Saved data entries
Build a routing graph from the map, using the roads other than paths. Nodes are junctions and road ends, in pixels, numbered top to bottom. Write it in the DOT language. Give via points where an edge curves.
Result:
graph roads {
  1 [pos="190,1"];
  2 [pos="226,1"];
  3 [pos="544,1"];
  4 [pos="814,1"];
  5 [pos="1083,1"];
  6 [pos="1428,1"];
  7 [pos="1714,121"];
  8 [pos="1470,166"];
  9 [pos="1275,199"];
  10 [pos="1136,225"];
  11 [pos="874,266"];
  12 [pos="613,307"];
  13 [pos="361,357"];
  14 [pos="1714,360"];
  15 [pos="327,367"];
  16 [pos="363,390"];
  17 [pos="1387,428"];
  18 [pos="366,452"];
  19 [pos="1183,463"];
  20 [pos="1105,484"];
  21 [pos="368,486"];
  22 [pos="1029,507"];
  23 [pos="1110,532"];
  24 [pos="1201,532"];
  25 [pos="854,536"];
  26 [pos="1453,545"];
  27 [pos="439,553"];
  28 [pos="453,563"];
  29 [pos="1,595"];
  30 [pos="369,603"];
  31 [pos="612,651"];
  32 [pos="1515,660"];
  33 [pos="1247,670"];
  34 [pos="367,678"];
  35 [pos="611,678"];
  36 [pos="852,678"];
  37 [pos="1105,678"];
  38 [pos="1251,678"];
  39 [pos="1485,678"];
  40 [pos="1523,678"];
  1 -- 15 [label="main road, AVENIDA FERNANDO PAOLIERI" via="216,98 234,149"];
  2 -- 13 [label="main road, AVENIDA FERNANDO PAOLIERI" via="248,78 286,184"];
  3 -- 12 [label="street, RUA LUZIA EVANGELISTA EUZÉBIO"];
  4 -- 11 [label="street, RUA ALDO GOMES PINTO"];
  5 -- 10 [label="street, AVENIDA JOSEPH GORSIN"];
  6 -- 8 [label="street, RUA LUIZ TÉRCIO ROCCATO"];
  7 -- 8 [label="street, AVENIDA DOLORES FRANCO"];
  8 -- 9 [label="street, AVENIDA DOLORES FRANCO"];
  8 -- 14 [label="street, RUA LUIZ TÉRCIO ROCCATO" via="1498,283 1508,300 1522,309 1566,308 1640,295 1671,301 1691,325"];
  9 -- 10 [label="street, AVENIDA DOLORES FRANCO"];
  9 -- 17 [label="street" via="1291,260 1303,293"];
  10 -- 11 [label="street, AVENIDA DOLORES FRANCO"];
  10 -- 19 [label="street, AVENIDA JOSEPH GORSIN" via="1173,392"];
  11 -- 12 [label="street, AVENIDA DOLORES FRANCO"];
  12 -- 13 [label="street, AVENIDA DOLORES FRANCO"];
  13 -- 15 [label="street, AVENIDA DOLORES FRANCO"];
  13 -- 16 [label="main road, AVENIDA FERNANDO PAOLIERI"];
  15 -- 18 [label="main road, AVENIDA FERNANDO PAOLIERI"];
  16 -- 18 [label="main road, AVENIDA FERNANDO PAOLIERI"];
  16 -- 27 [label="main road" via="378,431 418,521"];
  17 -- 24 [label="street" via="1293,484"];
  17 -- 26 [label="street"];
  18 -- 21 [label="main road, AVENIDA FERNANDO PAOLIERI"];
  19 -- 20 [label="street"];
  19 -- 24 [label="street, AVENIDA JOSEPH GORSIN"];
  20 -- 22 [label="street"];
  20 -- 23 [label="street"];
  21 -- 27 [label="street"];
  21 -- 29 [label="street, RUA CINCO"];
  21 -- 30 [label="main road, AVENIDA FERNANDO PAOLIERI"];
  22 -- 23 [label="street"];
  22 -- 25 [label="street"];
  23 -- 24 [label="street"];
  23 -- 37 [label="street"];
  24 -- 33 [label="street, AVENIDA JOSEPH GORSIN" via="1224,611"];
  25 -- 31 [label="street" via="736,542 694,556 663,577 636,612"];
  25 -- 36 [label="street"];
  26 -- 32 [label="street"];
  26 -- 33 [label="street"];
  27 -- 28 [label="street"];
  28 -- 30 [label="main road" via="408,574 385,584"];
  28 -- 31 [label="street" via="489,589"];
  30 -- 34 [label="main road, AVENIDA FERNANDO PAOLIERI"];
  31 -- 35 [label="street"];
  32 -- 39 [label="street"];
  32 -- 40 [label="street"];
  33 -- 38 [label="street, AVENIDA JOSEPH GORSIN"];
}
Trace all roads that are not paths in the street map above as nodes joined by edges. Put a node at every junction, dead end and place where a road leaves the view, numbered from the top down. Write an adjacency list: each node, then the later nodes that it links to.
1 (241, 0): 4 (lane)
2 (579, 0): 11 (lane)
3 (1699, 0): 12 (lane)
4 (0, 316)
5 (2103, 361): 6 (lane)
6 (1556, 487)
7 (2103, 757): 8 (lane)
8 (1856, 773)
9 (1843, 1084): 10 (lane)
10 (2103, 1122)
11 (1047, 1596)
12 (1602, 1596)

• [Exercise objective]
Reproduce every entry above so that each one matches its source exactly.

• [Exercise answer]
Build a routing graph from the map, using the roads other than paths. Nodes are junctions and road ends, in pixels, numbered top to bottom. Write it in the DOT language. Give via points where an edge curves.
Result:
graph roads {
  1 [pos="190,1"];
  2 [pos="226,1"];
  3 [pos="544,1"];
  4 [pos="814,1"];
  5 [pos="1083,1"];
  6 [pos="1428,1"];
  7 [pos="1714,121"];
  8 [pos="1470,166"];
  9 [pos="1275,199"];
  10 [pos="1136,225"];
  11 [pos="874,266"];
  12 [pos="613,307"];
  13 [pos="361,357"];
  14 [pos="1714,360"];
  15 [pos="327,367"];
  16 [pos="363,390"];
  17 [pos="1387,428"];
  18 [pos="366,452"];
  19 [pos="1183,463"];
  20 [pos="1105,484"];
  21 [pos="368,486"];
  22 [pos="1029,507"];
  23 [pos="1110,532"];
  24 [pos="1201,532"];
  25 [pos="854,536"];
  26 [pos="1453,545"];
  27 [pos="439,553"];
  28 [pos="453,563"];
  29 [pos="1,595"];
  30 [pos="369,603"];
  31 [pos="612,651"];
  32 [pos="1515,660"];
  33 [pos="1247,670"];
  34 [pos="367,678"];
  35 [pos="611,678"];
  36 [pos="852,678"];
  37 [pos="1105,678"];
  38 [pos="1251,678"];
  39 [pos="1485,678"];
  40 [pos="1523,678"];
  1 -- 15 [label="main road, AVENIDA FERNANDO PAOLIERI" via="216,98 234,149"];
  2 -- 13 [label="main road, AVENIDA FERNANDO PAOLIERI" via="248,78 286,184"];
  3 -- 12 [label="street, RUA LUZIA EVANGELISTA EUZÉBIO"];
  4 -- 11 [label="street, RUA ALDO GOMES PINTO"];
  5 -- 10 [label="street, AVENIDA JOSEPH GORSIN"];
  6 -- 8 [label="street, RUA LUIZ TÉRCIO ROCCATO"];
  7 -- 8 [label="street, AVENIDA DOLORES FRANCO"];
  8 -- 9 [label="street, AVENIDA DOLORES FRANCO"];
  8 -- 14 [label="street, RUA LUIZ TÉRCIO ROCCATO" via="1498,283 1508,300 1522,309 1566,308 1640,295 1671,301 1691,325"];
  9 -- 10 [label="street, AVENIDA DOLORES FRANCO"];
  9 -- 17 [label="street" via="1291,260 1303,293"];
  10 -- 11 [label="street, AVENIDA DOLORES FRANCO"];
  10 -- 19 [label="street, AVENIDA JOSEPH GORSIN" via="1173,392"];
  11 -- 12 [label="street, AVENIDA DOLORES FRANCO"];
  12 -- 13 [label="street, AVENIDA DOLORES FRANCO"];
  13 -- 15 [label="street, AVENIDA DOLORES FRANCO"];
  13 -- 16 [label="main road, AVENIDA FERNANDO PAOLIERI"];
  15 -- 18 [label="main road, AVENIDA FERNANDO PAOLIERI"];
  16 -- 18 [label="main road, AVENIDA FERNANDO PAOLIERI"];
  16 -- 27 [label="main road" via="378,431 418,521"];
  17 -- 24 [label="street" via="1293,484"];
  17 -- 26 [label="street"];
  18 -- 21 [label="main road, AVENIDA FERNANDO PAOLIERI"];
  19 -- 20 [label="street"];
  19 -- 24 [label="street, AVENIDA JOSEPH GORSIN"];
  20 -- 22 [label="street"];
  20 -- 23 [label="street"];
  21 -- 27 [label="street"];
  21 -- 29 [label="street, RUA CINCO"];
  21 -- 30 [label="main road, AVENIDA FERNANDO PAOLIERI"];
  22 -- 23 [label="street"];
  22 -- 25 [label="street"];
  23 -- 24 [label="street"];
  23 -- 37 [label="street"];
  24 -- 33 [label="street, AVENIDA JOSEPH GORSIN" via="1224,611"];
  25 -- 31 [label="street" via="736,542 694,556 663,577 636,612"];
  25 -- 36 [label="street"];
  26 -- 32 [label="street"];
  26 -- 33 [label="street"];
  27 -- 28 [label="street"];
  28 -- 30 [label="main road" via="408,574 385,584"];
  28 -- 31 [label="street" via="489,589"];
  30 -- 34 [label="main road, AVENIDA FERNANDO PAOLIERI"];
  31 -- 35 [label="street"];
  32 -- 39 [label="street"];
  32 -- 40 [label="street"];
  33 -- 38 [label="street, AVENIDA JOSEPH GORSIN"];
}
Trace all roads that are not paths in the street map above as nodes joined by edges. Put a node at every junction, dead end and place where a road leaves the view, numbered from the top down. Write an adjacency list: each node, then the later nodes that it links to.
1 (241, 0): 4 (lane)
2 (579, 0): 11 (lane)
3 (1699, 0): 12 (lane)
4 (0, 316)
5 (2103, 361): 6 (lane)
6 (1556, 487)
7 (2103, 757): 8 (lane)
8 (1856, 773)
9 (1843, 1084): 10 (lane)
10 (2103, 1122)
11 (1047, 1596)
12 (1602, 1596)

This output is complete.